== How to complete this task ==
In your copy, include every line of the records exactly and no picture at all.

Stored items:
○ ○ ○

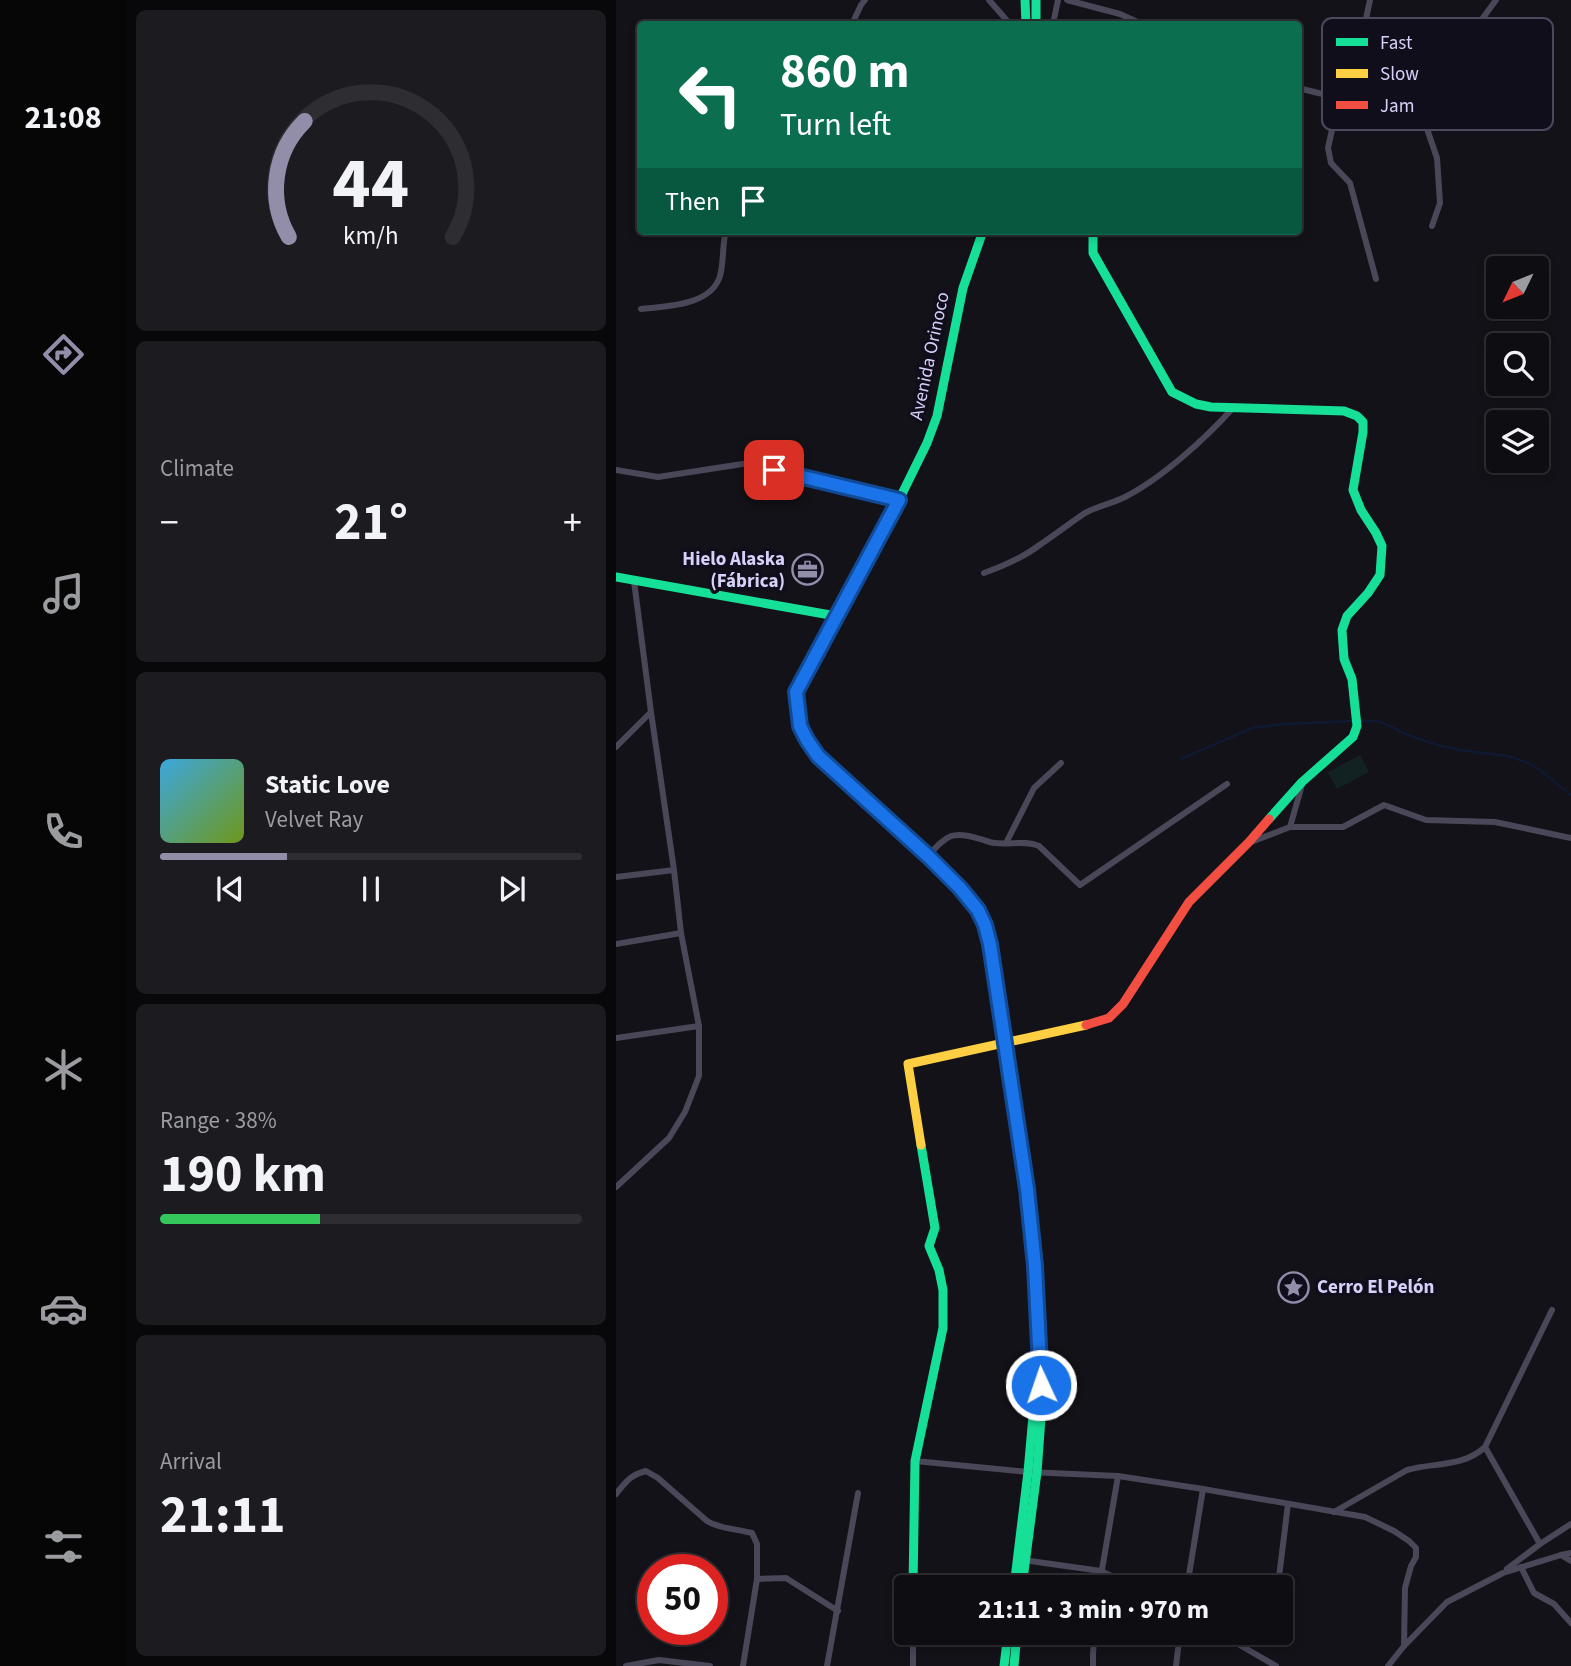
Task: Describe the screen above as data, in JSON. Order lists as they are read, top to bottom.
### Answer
{
  "streets": {
    "street": ["Avenida Orinoco"]
  },
  "places": {
    "office": ["Hielo Alaska (Fábrica)"],
    "place": ["Cerro El Pelón"]
  },
  "legend": ["Fast", "Slow", "Jam"],
  "north": "bottom left",
  "page": {
    "tabs": "21:08",
    "turn": ["860 m", "Turn left"],
    "then": "Then",
    "tile": [
      "Climate",
      ["Range · 38%", "190 km"],
      ["Arrival", "21:11"]
    ],
    "heat": ["−", "21°", "+"],
    "song": ["Static Love", "Velvet Ray"],
    "limit": "50",
    "trip": "21:11 · 3 min · 970 m",
    "gauge": ["44", "km/h"]
  }
}
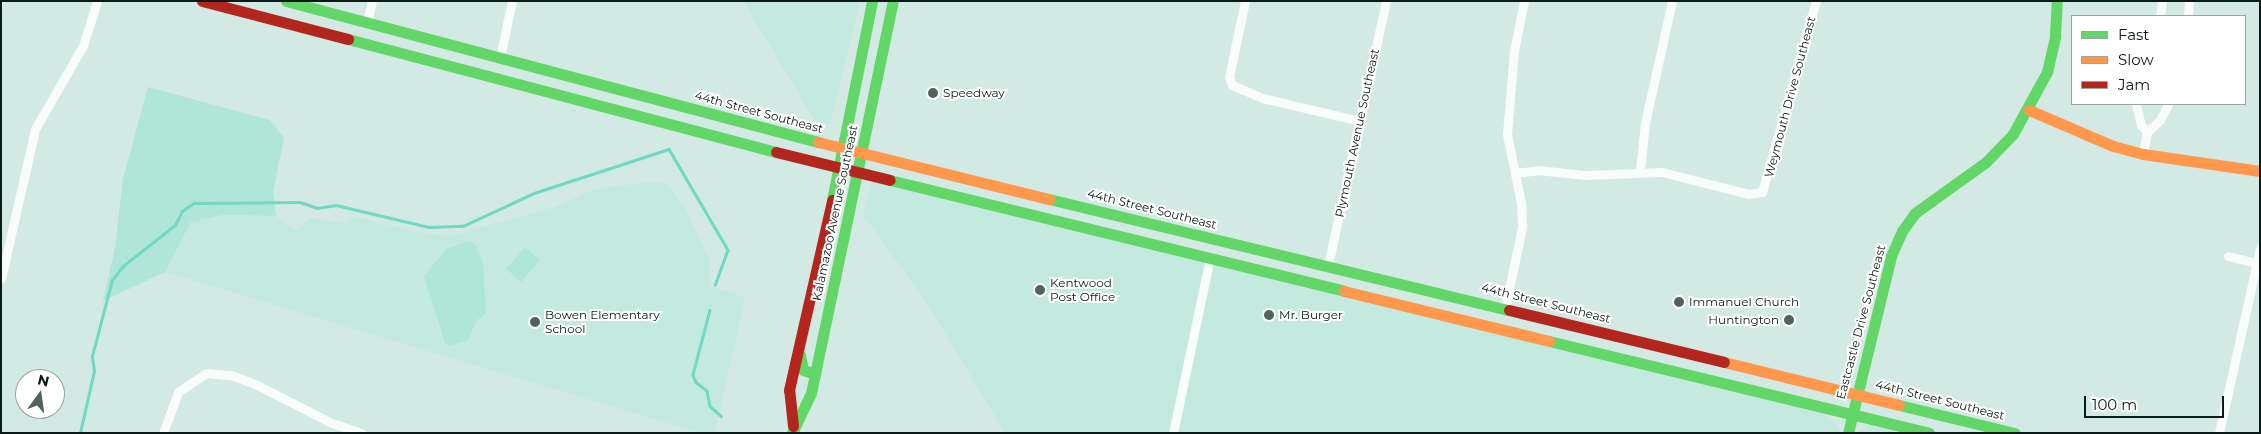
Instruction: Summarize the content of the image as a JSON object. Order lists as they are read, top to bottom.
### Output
{
  "streets": {
    "main road": ["44th Street Southeast", "Kalamazoo Avenue Southeast", "Eastcastle Drive Southeast"],
    "street": ["Weymouth Drive Southeast", "Plymouth Avenue Southeast"]
  },
  "crossings": [
    ["44th Street Southeast", "Plymouth Avenue Southeast"],
    ["44th Street Southeast", "Kalamazoo Avenue Southeast"],
    ["44th Street Southeast", "Eastcastle Drive Southeast"]
  ],
  "places": [
    "Speedway",
    "Kentwood Post Office",
    "Immanuel Church",
    "Mr. Burger",
    "Huntington",
    "Bowen Elementary School"
  ],
  "legend": ["Fast", "Slow", "Jam"],
  "scale_bar": "100 m",
  "north": "top"
}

○ ○ ○

== Answer to this task ==
Task: Describe the screen above as data, in JSON. Order lists as they are read, top to bottom.
### Answer
{
  "streets": {
    "street": ["Avenida Orinoco"]
  },
  "places": {
    "office": ["Hielo Alaska (Fábrica)"],
    "place": ["Cerro El Pelón"]
  },
  "legend": ["Fast", "Slow", "Jam"],
  "north": "bottom left",
  "page": {
    "tabs": "21:08",
    "turn": ["860 m", "Turn left"],
    "then": "Then",
    "tile": [
      "Climate",
      ["Range · 38%", "190 km"],
      ["Arrival", "21:11"]
    ],
    "heat": ["−", "21°", "+"],
    "song": ["Static Love", "Velvet Ray"],
    "limit": "50",
    "trip": "21:11 · 3 min · 970 m",
    "gauge": ["44", "km/h"]
  }
}
Instruction: Summarize the content of the image as a JSON object. Order lists as they are read, top to bottom.
### Output
{
  "streets": {
    "main road": ["44th Street Southeast", "Kalamazoo Avenue Southeast", "Eastcastle Drive Southeast"],
    "street": ["Weymouth Drive Southeast", "Plymouth Avenue Southeast"]
  },
  "crossings": [
    ["44th Street Southeast", "Plymouth Avenue Southeast"],
    ["44th Street Southeast", "Kalamazoo Avenue Southeast"],
    ["44th Street Southeast", "Eastcastle Drive Southeast"]
  ],
  "places": [
    "Speedway",
    "Kentwood Post Office",
    "Immanuel Church",
    "Mr. Burger",
    "Huntington",
    "Bowen Elementary School"
  ],
  "legend": ["Fast", "Slow", "Jam"],
  "scale_bar": "100 m",
  "north": "top"
}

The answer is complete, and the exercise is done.